→ WHAT TO WORK ON:
Would you please copy every line below that includes the string "Barabara"?

Data items:
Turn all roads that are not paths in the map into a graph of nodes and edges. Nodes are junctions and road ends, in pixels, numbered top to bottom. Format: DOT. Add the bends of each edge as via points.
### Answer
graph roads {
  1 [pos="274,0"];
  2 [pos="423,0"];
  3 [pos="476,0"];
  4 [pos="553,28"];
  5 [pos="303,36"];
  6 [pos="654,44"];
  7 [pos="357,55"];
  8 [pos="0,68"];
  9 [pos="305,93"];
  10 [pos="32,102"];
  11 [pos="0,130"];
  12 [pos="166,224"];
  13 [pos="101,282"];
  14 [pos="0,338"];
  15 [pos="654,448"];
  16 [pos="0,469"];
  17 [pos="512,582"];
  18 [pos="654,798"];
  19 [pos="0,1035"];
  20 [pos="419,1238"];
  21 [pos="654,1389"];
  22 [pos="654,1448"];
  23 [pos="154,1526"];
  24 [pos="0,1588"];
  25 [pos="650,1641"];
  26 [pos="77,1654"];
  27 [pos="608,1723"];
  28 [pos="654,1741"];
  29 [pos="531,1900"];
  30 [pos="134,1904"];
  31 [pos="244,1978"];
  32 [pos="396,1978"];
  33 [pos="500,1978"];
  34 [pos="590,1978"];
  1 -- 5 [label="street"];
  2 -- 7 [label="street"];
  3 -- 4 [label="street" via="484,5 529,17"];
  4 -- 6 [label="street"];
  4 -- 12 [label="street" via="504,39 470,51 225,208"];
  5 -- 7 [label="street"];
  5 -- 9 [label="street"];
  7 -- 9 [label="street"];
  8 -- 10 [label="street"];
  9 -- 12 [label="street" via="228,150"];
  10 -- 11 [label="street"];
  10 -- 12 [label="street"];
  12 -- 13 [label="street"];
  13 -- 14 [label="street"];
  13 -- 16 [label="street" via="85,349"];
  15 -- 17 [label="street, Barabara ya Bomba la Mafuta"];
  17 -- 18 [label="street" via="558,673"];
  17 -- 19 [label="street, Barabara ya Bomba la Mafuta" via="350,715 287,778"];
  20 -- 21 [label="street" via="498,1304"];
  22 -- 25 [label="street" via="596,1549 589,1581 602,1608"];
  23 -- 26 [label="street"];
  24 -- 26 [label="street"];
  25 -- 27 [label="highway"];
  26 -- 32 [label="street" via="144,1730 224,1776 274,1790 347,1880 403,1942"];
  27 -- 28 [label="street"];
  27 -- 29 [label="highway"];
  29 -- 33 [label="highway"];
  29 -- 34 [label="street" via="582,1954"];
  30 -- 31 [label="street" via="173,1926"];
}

→ TASK RESULT:
  15 -- 17 [label="street, Barabara ya Bomba la Mafuta"];
  17 -- 19 [label="street, Barabara ya Bomba la Mafuta" via="350,715 287,778"];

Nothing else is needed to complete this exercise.